Giovani e contestatori del G8? Due mondi paralleli. Lo confermano le ricerche sul campo (in particolare l’ultima di Eurisko, condotta su un campione di 2600 teen agers fra gli 11 e 24 anni), che offrono il profilo di uno spaccato di gioventù molto diverso da quello che sarà in azione a Genova. Ne parliamo con Eugenia Scabini Preside della facoltà di psicologia dell’Univeristà Cattolica di Milano.

Dottoressa, qual è il ritratto delle nuove generazioni che emerge nei vostri studi empirici?

Tutte le ricerche li dipingono come apatici, disinteressati alla politica e al sociale. Questo è il vero universo giovanile. Poi c’è una minoranza attiva che si differenzia, e una minoranza di questa minoranza che si identifica in una battaglia per la povertà, per l’ambiente, per una maggiore giustizia sociale, per una maggiore equilibrio fra Nord e Sud. Di questi alcuni fanno addirittura riferimento al Papa, e quindi lì l’ideale è chiaro, perlomeno per alcuni dei cattolici.

Per i centri sociali vedo una situazione più variegata perché probabilmente c’è anche più manipolazione. Probabilmente c’è un gruppo di giovani, diciamo così “laici”, che attacca (come si vede dalle interviste che rilasciano) il G8 perché vuole una maggiore giustizia sociale e una difesa dell’ambiente. E in questo secondo ambito ci sono delle persone che, come fu nel ’68, utilizzano le persone in senso distruttivo, violento.

E come spiega che le associazioni cattoliche abbiano dato l’impressione, almeno così è stata colta dalla stampa, di stare nello stesso fronte dei Centri sociali?

Ma, si sono aggregati… lì c’è stato anche il cardinal Tettamanzi che ha preso una precisa posizione. Secondo me i giovani cattolici non volevano unirsi ai centri sociali. La manifestazione dei giovani cattolici non è nata per unirsi ai centri sociali. È stata fatta decisamente in senso religioso dando motivazioni che si rifanno alla dottrina sociale della Chiesa. Quanti cattolici andranno effettivamente a Genova è tutto da vedere. Secondo me saranno pochi. Per ora hanno fatto manifestazioni separate. Per ora questo “essere insieme” è una supposizione.
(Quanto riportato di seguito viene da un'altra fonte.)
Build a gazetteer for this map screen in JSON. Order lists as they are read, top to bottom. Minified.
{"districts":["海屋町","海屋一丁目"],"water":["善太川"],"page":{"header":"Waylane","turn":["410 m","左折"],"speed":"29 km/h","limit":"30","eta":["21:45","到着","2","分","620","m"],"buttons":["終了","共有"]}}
Il cosiddetto “popolo di Seattle” resta comunque una minoranza…

Certamente. Tutti i giovani vanno verso una posizione apatica. Dire che i giovani sono antiG8 è una forzatura. I giovani vanno in discoteca e trascorrono le loro vacanze senza minimamente interessarsi alla vicenda G8-antiG8. E anche sui numeri bisogna stare attenti.

Ad esempio, per i cattolici, mentre sappiamo che l’anno scorso a Tor Vergata erano più di un milione, alla manifestazione dello scorso 6-7 luglio promossa dalle varie associazioni cattoliche con il cardinal Tettamanzi non mi pare fossero in molti… Oggi la maggioranza dei ragazzi vive all’interno dei propri circuiti. Il vero problema è l’autoreferenzialità di questo mondo. I giovani stanno insieme in questa maniera un po’ solitaria suggerita loro dalle tante manifestazioni odierne di comunicazione virtuale.

Un tipo di comunicazione leggera che può evitare il contatto impegnato, i vincoli, che ha anche i suoi lati positivi, perché elimina certe barriere spaziali, ma che evita il faccia a faccia. È indubbio che oggi i giovani vivono una vita di gruppo. Ma questa loro vita di gruppo somiglia sempre più a quella del “branco”, un tipo di socialità molto primitiva che rifiuta l’impegno. Esistono come tanti gruppi, molto chiusi, con un loro linguaggio particolare, tendono ad essere autoreferenziali e con tipi di socializzazioni molto superficiali. La maggioranza dei ragazzi oggi è così.

La contestazione al G8 ha occupato il centro dell’attenzione mediatica e c’è chi vede nell’antigiottino il prototipo del nuovo sessantottino…

Bisogna vedere. Potrebbero non cambiare la loro vita però potrebbero avere influenza come movimento di opinione. Ma non avranno un’incidenza sulla vita reale. Questo sicuramente no. Io starei molto attenta a fare confronti fra il ’68 e il movimento di Seattle, perché nel ’68 l’origine era molto più ampia; l’attuale è un fenomeno molto più limitato.

Perché dei giovani che vivono in un mondo globalizzato sono contro il loro stesso mondo?

Non so. Forse ne vedono i limiti. Per l’ambiente sentono parlare di mucca pazza, di altre catastrofi naturali, dell’inquinamento. Basta accendere la televisione per sentire qualche allarme ecologico. Siamo in un’epoca in cui il progresso post-industriale non è vissuto, come nell’immediato dopoguerra, come totalmente positivo. Adesso ci sono dei segni che dicono che il progresso può essere positivo o negativo.